==== DATA FOR THIS TASK

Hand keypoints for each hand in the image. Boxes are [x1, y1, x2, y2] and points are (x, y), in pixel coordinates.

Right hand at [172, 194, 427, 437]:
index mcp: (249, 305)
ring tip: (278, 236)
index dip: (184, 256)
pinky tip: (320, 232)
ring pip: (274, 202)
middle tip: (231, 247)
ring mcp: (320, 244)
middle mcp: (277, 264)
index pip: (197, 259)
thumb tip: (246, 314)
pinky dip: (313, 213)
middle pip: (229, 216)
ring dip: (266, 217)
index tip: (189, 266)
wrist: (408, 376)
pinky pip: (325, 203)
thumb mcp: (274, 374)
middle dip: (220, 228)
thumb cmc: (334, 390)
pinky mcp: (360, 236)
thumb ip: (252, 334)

========
==== DATA FOR THIS TASK

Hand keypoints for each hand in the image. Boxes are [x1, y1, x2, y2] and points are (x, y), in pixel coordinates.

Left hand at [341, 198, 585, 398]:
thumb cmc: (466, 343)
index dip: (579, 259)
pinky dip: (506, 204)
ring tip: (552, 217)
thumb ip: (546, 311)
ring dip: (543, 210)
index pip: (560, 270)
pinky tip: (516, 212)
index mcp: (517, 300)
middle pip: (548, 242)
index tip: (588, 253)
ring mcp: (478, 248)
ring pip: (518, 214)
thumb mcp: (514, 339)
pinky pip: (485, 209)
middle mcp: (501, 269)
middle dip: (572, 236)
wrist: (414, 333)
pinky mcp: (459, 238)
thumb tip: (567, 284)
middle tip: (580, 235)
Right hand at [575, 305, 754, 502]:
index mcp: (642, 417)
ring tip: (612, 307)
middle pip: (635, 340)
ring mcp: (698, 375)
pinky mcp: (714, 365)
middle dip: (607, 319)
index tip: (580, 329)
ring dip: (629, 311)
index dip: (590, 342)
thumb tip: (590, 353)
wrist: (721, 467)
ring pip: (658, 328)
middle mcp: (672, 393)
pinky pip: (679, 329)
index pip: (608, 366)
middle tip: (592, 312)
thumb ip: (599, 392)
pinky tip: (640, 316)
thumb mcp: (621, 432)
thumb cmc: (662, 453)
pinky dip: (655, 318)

========

**WHAT IS REQUIRED**
When a line in the material contains the string "index", copy that line.

**SOLUTION FOR THIS TASK**
index mcp: (249, 305)
index dip: (184, 256)
index pip: (197, 259)
index tip: (189, 266)
index dip: (579, 259)
index pip: (560, 270)
index mcp: (517, 300)
index tip: (588, 253)
index mcp: (642, 417)
index tip: (580, 329)
index dip: (590, 342)
index pip: (608, 366)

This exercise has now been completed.